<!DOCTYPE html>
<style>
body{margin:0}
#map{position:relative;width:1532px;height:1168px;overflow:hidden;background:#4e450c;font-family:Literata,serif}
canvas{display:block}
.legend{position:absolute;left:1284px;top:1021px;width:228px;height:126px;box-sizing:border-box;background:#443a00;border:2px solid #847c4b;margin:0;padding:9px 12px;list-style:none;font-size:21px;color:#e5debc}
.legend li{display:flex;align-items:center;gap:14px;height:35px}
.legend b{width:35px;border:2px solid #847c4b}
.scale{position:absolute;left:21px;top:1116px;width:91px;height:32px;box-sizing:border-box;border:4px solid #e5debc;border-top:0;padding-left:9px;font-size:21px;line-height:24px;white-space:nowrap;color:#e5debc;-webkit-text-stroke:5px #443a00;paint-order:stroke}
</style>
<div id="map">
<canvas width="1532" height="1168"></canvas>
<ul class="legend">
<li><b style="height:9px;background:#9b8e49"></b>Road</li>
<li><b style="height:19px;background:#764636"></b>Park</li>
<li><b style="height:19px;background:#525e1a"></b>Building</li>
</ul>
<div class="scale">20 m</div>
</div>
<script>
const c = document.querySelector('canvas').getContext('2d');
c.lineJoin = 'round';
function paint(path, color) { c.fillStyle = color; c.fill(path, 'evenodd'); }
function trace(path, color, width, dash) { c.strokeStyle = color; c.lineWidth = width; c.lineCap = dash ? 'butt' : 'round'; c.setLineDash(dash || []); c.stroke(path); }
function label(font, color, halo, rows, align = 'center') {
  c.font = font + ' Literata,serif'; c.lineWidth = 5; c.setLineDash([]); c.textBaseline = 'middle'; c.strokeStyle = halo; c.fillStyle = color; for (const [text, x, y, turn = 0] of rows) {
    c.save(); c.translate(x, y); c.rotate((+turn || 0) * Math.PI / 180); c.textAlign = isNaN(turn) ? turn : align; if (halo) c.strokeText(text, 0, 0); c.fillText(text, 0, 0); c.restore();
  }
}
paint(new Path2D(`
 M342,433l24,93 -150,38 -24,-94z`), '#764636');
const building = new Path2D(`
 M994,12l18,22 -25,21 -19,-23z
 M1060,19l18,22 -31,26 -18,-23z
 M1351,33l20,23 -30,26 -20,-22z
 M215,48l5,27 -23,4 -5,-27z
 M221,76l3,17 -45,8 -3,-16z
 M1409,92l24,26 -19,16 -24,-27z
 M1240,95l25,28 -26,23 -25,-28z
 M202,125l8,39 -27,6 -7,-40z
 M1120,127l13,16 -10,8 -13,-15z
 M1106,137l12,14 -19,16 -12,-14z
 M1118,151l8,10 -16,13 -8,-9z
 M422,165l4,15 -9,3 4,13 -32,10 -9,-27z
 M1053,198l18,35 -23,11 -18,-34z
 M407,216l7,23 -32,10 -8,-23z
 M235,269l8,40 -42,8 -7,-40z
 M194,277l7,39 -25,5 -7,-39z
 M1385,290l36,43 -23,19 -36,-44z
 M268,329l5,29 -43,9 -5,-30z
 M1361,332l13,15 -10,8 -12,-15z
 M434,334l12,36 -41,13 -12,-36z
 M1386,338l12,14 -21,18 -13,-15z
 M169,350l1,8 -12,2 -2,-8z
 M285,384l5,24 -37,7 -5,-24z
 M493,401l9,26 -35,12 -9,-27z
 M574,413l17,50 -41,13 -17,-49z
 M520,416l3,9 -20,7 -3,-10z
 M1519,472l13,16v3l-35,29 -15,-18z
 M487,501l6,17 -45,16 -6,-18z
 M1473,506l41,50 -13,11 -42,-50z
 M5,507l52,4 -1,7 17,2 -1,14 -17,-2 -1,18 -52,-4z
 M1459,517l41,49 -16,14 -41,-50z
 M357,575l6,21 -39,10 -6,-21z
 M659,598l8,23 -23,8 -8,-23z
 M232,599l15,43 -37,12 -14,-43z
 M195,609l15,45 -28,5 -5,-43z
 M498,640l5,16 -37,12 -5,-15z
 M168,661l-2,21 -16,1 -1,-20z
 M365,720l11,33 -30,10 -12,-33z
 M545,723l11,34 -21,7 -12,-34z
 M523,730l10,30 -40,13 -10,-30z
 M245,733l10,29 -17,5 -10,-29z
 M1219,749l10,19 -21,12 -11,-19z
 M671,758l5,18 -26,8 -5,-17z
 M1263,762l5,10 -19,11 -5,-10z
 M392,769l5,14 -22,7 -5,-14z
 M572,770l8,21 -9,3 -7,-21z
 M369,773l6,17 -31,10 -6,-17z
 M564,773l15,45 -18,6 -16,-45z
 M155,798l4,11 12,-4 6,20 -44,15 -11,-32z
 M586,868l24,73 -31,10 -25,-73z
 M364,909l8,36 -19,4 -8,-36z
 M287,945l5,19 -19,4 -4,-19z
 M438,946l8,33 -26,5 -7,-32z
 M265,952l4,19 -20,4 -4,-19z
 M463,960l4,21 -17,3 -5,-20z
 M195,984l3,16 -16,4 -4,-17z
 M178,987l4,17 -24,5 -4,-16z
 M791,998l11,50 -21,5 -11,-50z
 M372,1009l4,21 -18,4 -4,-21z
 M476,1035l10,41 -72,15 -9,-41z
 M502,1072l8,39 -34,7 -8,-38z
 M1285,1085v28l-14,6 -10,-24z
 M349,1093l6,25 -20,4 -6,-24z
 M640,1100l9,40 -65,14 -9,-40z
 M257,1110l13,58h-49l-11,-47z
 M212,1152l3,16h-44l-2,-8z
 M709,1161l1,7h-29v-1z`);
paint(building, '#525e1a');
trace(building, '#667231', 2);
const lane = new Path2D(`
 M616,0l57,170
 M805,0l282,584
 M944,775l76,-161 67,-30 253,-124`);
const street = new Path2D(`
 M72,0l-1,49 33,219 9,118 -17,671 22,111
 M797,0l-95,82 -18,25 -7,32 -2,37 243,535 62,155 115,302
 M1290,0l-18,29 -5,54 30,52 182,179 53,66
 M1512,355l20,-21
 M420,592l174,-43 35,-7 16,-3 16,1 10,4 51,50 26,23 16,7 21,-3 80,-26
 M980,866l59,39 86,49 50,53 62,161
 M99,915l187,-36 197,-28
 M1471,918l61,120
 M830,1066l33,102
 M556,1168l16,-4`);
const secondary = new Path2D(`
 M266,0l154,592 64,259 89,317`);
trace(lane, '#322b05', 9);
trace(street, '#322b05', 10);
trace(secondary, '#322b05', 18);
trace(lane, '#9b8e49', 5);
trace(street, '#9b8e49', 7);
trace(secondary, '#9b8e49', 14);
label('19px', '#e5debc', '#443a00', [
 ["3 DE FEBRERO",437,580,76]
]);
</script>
:::
> [Work instruction] Quote the records from their first line to the line with "function trace(path, color, width, dash)", inclusive, without adding or dropping anything.

> [Response to the task]
<!DOCTYPE html>
<style>
body{margin:0}
#map{position:relative;width:1532px;height:1168px;overflow:hidden;background:#4e450c;font-family:Literata,serif}
canvas{display:block}
.legend{position:absolute;left:1284px;top:1021px;width:228px;height:126px;box-sizing:border-box;background:#443a00;border:2px solid #847c4b;margin:0;padding:9px 12px;list-style:none;font-size:21px;color:#e5debc}
.legend li{display:flex;align-items:center;gap:14px;height:35px}
.legend b{width:35px;border:2px solid #847c4b}
.scale{position:absolute;left:21px;top:1116px;width:91px;height:32px;box-sizing:border-box;border:4px solid #e5debc;border-top:0;padding-left:9px;font-size:21px;line-height:24px;white-space:nowrap;color:#e5debc;-webkit-text-stroke:5px #443a00;paint-order:stroke}
</style>
<div id="map">
<canvas width="1532" height="1168"></canvas>
<ul class="legend">
<li><b style="height:9px;background:#9b8e49"></b>Road</li>
<li><b style="height:19px;background:#764636"></b>Park</li>
<li><b style="height:19px;background:#525e1a"></b>Building</li>
</ul>
<div class="scale">20 m</div>
</div>
<script>
const c = document.querySelector('canvas').getContext('2d');
c.lineJoin = 'round';
function paint(path, color) { c.fillStyle = color; c.fill(path, 'evenodd'); }
function trace(path, color, width, dash) { c.strokeStyle = color; c.lineWidth = width; c.lineCap = dash ? 'butt' : 'round'; c.setLineDash(dash || []); c.stroke(path); }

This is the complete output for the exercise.